## Extracted information
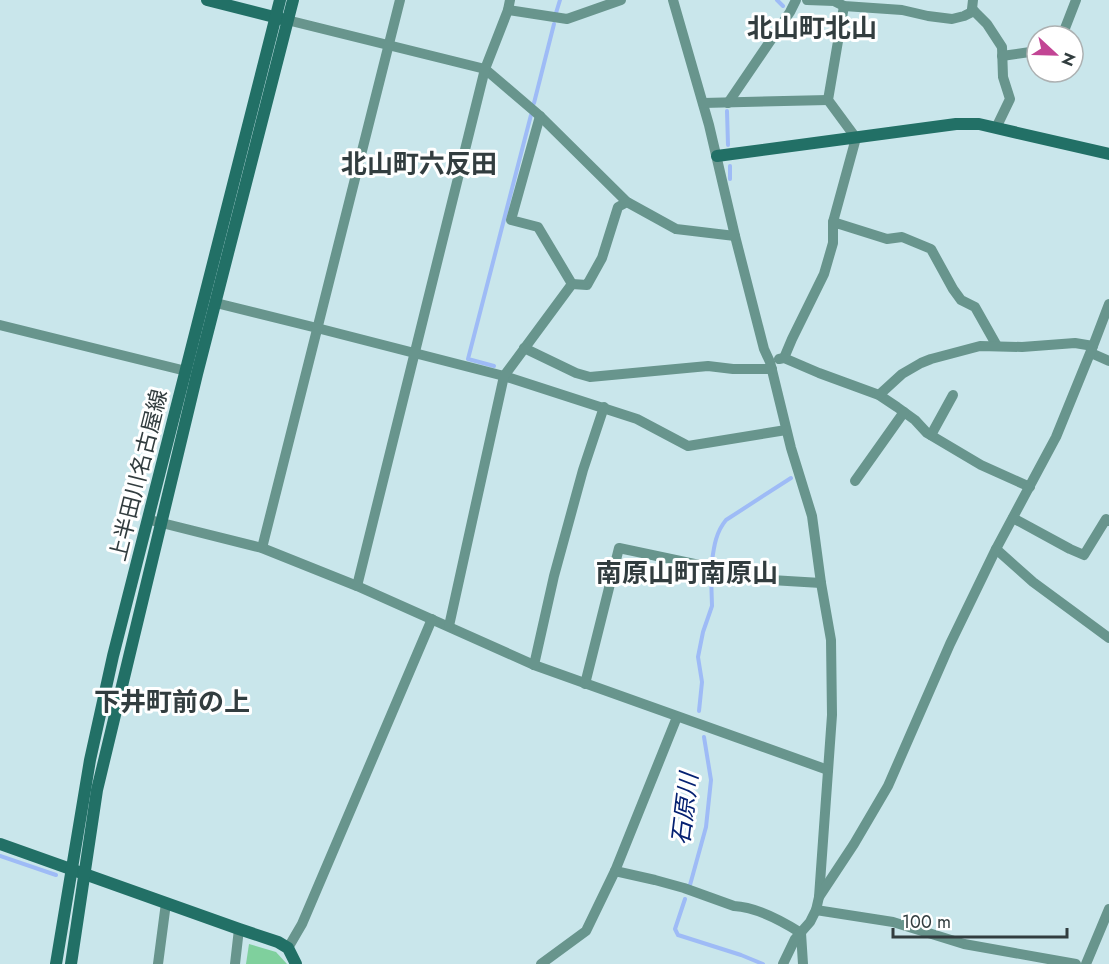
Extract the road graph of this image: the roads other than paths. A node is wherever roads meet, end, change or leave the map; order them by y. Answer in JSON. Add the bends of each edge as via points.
{"nodes":[{"id":1,"x":207,"y":0,"type":"edge"},
{"id":2,"x":280,"y":0,"type":"edge"},
{"id":3,"x":293,"y":0,"type":"edge"},
{"id":4,"x":400,"y":0,"type":"edge"},
{"id":5,"x":621,"y":0,"type":"edge"},
{"id":6,"x":673,"y":0,"type":"edge"},
{"id":7,"x":796,"y":0,"type":"edge"},
{"id":8,"x":807,"y":0,"type":"edge"},
{"id":9,"x":1076,"y":0,"type":"edge"},
{"id":10,"x":509,"y":5,"type":"edge"},
{"id":11,"x":897,"y":5,"type":"edge"},
{"id":12,"x":844,"y":6,"type":"junction"},
{"id":13,"x":973,"y":6,"type":"edge"},
{"id":14,"x":282,"y":19,"type":"junction"},
{"id":15,"x":1067,"y":24,"type":"edge"},
{"id":16,"x":388,"y":45,"type":"junction"},
{"id":17,"x":1025,"y":53,"type":"edge"},
{"id":18,"x":1002,"y":56,"type":"junction"},
{"id":19,"x":485,"y":69,"type":"junction"},
{"id":20,"x":828,"y":100,"type":"junction"},
{"id":21,"x":703,"y":103,"type":"junction"},
{"id":22,"x":728,"y":103,"type":"junction"},
{"id":23,"x":540,"y":116,"type":"junction"},
{"id":24,"x":996,"y":128,"type":"junction"},
{"id":25,"x":856,"y":138,"type":"junction"},
{"id":26,"x":1109,"y":154,"type":"edge"},
{"id":27,"x":717,"y":156,"type":"junction"},
{"id":28,"x":627,"y":202,"type":"junction"},
{"id":29,"x":833,"y":222,"type":"junction"},
{"id":30,"x":735,"y":236,"type":"junction"},
{"id":31,"x":572,"y":284,"type":"junction"},
{"id":32,"x":216,"y":303,"type":"junction"},
{"id":33,"x":1109,"y":304,"type":"edge"},
{"id":34,"x":0,"y":325,"type":"edge"},
{"id":35,"x":317,"y":328,"type":"junction"},
{"id":36,"x":997,"y":346,"type":"junction"},
{"id":37,"x":524,"y":348,"type":"junction"},
{"id":38,"x":1092,"y":350,"type":"junction"},
{"id":39,"x":415,"y":354,"type":"junction"},
{"id":40,"x":784,"y":358,"type":"junction"},
{"id":41,"x":1109,"y":361,"type":"edge"},
{"id":42,"x":771,"y":365,"type":"junction"},
{"id":43,"x":186,"y":371,"type":"junction"},
{"id":44,"x":504,"y":376,"type":"junction"},
{"id":45,"x":879,"y":395,"type":"junction"},
{"id":46,"x":953,"y":395,"type":"dead end"},
{"id":47,"x":604,"y":407,"type":"junction"},
{"id":48,"x":904,"y":412,"type":"junction"},
{"id":49,"x":786,"y":430,"type":"junction"},
{"id":50,"x":931,"y":435,"type":"junction"},
{"id":51,"x":855,"y":481,"type":"dead end"},
{"id":52,"x":1030,"y":487,"type":"junction"},
{"id":53,"x":1013,"y":518,"type":"junction"},
{"id":54,"x":148,"y":519,"type":"junction"},
{"id":55,"x":1109,"y":521,"type":"edge"},
{"id":56,"x":162,"y":523,"type":"junction"},
{"id":57,"x":262,"y":548,"type":"junction"},
{"id":58,"x":996,"y":549,"type":"junction"},
{"id":59,"x":821,"y":583,"type":"junction"},
{"id":60,"x":357,"y":586,"type":"junction"},
{"id":61,"x":432,"y":619,"type":"junction"},
{"id":62,"x":448,"y":626,"type":"junction"},
{"id":63,"x":1107,"y":633,"type":"edge"},
{"id":64,"x":534,"y":665,"type":"junction"},
{"id":65,"x":585,"y":684,"type":"junction"},
{"id":66,"x":677,"y":717,"type":"junction"},
{"id":67,"x":828,"y":770,"type":"junction"},
{"id":68,"x":0,"y":844,"type":"edge"},
{"id":69,"x":71,"y":869,"type":"junction"},
{"id":70,"x":615,"y":871,"type":"junction"},
{"id":71,"x":84,"y":873,"type":"junction"},
{"id":72,"x":819,"y":897,"type":"junction"},
{"id":73,"x":166,"y":903,"type":"junction"},
{"id":74,"x":1109,"y":909,"type":"edge"},
{"id":75,"x":816,"y":910,"type":"junction"},
{"id":76,"x":239,"y":929,"type":"junction"},
{"id":77,"x":801,"y":933,"type":"junction"},
{"id":78,"x":288,"y":948,"type":"junction"},
{"id":79,"x":56,"y":964,"type":"edge"},
{"id":80,"x":71,"y":964,"type":"edge"},
{"id":81,"x":158,"y":964,"type":"edge"},
{"id":82,"x":235,"y":964,"type":"edge"},
{"id":83,"x":296,"y":964,"type":"edge"},
{"id":84,"x":541,"y":964,"type":"edge"},
{"id":85,"x":783,"y":964,"type":"edge"},
{"id":86,"x":802,"y":964,"type":"edge"},
{"id":87,"x":1076,"y":964,"type":"edge"},
{"id":88,"x":1086,"y":964,"type":"edge"}],
"edges":[{"from":1,"to":14,"type":"main road"},
{"from":2,"to":14,"type":"main road","name":"上半田川名古屋線"},
{"from":3,"to":14,"type":"main road","name":"上半田川名古屋線"},
{"from":4,"to":16,"type":"street"},
{"from":5,"to":10,"type":"street","via":[[567,19]]},
{"from":6,"to":21,"type":"street"},
{"from":7,"to":22,"type":"street"},
{"from":8,"to":12,"type":"street"},
{"from":9,"to":15,"type":"street"},
{"from":10,"to":19,"type":"street"},
{"from":11,"to":12,"type":"street"},
{"from":11,"to":13,"type":"street","via":[[952,19],[964,16]]},
{"from":12,"to":20,"type":"street"},
{"from":13,"to":18,"type":"street","via":[[1002,46]]},
{"from":14,"to":16,"type":"street"},
{"from":14,"to":32,"type":"main road","name":"上半田川名古屋線"},
{"from":14,"to":43,"type":"main road","name":"上半田川名古屋線"},
{"from":16,"to":19,"type":"street"},
{"from":16,"to":35,"type":"street"},
{"from":17,"to":18,"type":"street"},
{"from":18,"to":24,"type":"street","via":[[1010,99]]},
{"from":19,"to":23,"type":"street"},
{"from":19,"to":39,"type":"street"},
{"from":20,"to":22,"type":"street"},
{"from":20,"to":25,"type":"street"},
{"from":21,"to":22,"type":"street"},
{"from":21,"to":27,"type":"street"},
{"from":23,"to":28,"type":"street"},
{"from":23,"to":31,"type":"street","via":[[511,220],[538,227]]},
{"from":24,"to":25,"type":"main road","via":[[956,124]]},
{"from":24,"to":26,"type":"main road"},
{"from":25,"to":27,"type":"main road"},
{"from":25,"to":29,"type":"street"},
{"from":27,"to":30,"type":"street"},
{"from":28,"to":30,"type":"street","via":[[676,229]]},
{"from":28,"to":31,"type":"street","via":[[618,207],[602,258],[587,285]]},
{"from":29,"to":36,"type":"street","via":[[887,238],[902,237],[931,249],[953,289],[975,307]]},
{"from":29,"to":40,"type":"street","via":[[833,243],[824,274]]},
{"from":30,"to":42,"type":"street"},
{"from":31,"to":37,"type":"street"},
{"from":32,"to":35,"type":"street"},
{"from":32,"to":56,"type":"main road","name":"上半田川名古屋線"},
{"from":33,"to":38,"type":"street"},
{"from":34,"to":43,"type":"street"},
{"from":35,"to":39,"type":"street"},
{"from":35,"to":57,"type":"street"},
{"from":36,"to":38,"type":"street","via":[[1075,343]]},
{"from":36,"to":45,"type":"street","via":[[980,346],[931,359],[902,374]]},
{"from":37,"to":42,"type":"street","via":[[590,377],[708,366],[733,369]]},
{"from":37,"to":44,"type":"street"},
{"from":38,"to":41,"type":"street"},
{"from":38,"to":52,"type":"street","via":[[1056,437]]},
{"from":39,"to":44,"type":"street"},
{"from":39,"to":60,"type":"street"},
{"from":40,"to":42,"type":"street"},
{"from":40,"to":45,"type":"street"},
{"from":42,"to":49,"type":"street"},
{"from":43,"to":54,"type":"main road","name":"上半田川名古屋線"},
{"from":44,"to":47,"type":"street"},
{"from":44,"to":62,"type":"street"},
{"from":45,"to":48,"type":"street"},
{"from":46,"to":50,"type":"street"},
{"from":47,"to":49,"type":"street","via":[[637,419],[688,446]]},
{"from":47,"to":64,"type":"street","via":[[583,470]]},
{"from":48,"to":50,"type":"street"},
{"from":48,"to":51,"type":"street"},
{"from":49,"to":59,"type":"street","via":[[812,516]]},
{"from":50,"to":52,"type":"street","via":[[981,465]]},
{"from":52,"to":53,"type":"street"},
{"from":53,"to":55,"type":"street","via":[[1084,555],[1106,519]]},
{"from":53,"to":58,"type":"street"},
{"from":54,"to":56,"type":"street"},
{"from":54,"to":69,"type":"main road","name":"上半田川名古屋線","via":[[90,760]]},
{"from":56,"to":57,"type":"street"},
{"from":56,"to":71,"type":"main road","name":"上半田川名古屋線","via":[[97,790]]},
{"from":57,"to":60,"type":"street"},
{"from":58,"to":63,"type":"street","via":[[1033,582]]},
{"from":58,"to":72,"type":"street","via":[[888,786]]},
{"from":59,"to":65,"type":"street","via":[[771,580],[620,548]]},
{"from":59,"to":67,"type":"street","via":[[831,640]]},
{"from":60,"to":61,"type":"street"},
{"from":61,"to":62,"type":"street"},
{"from":61,"to":78,"type":"street","via":[[302,924]]},
{"from":62,"to":64,"type":"street"},
{"from":64,"to":65,"type":"street"},
{"from":65,"to":66,"type":"street"},
{"from":66,"to":67,"type":"street"},
{"from":66,"to":70,"type":"street"},
{"from":67,"to":72,"type":"street"},
{"from":68,"to":69,"type":"main road"},
{"from":69,"to":71,"type":"main road"},
{"from":69,"to":79,"type":"main road","name":"上半田川名古屋線"},
{"from":70,"to":77,"type":"street","via":[[684,888],[779,919]]},
{"from":70,"to":84,"type":"street","via":[[586,931]]},
{"from":71,"to":73,"type":"main road"},
{"from":71,"to":80,"type":"main road","name":"上半田川名古屋線"},
{"from":72,"to":75,"type":"street"},
{"from":73,"to":76,"type":"main road"},
{"from":73,"to":81,"type":"street"},
{"from":74,"to":88,"type":"street"},
{"from":75,"to":77,"type":"street"},
{"from":75,"to":87,"type":"street","via":[[894,922],[964,944]]},
{"from":76,"to":78,"type":"main road"},
{"from":76,"to":82,"type":"street"},
{"from":77,"to":85,"type":"street"},
{"from":77,"to":86,"type":"street"},
{"from":78,"to":83,"type":"main road"}]}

## Exercise description
For the word "dead", count the lines of the records that contain it and give only the number.

## Reply to the exercise
2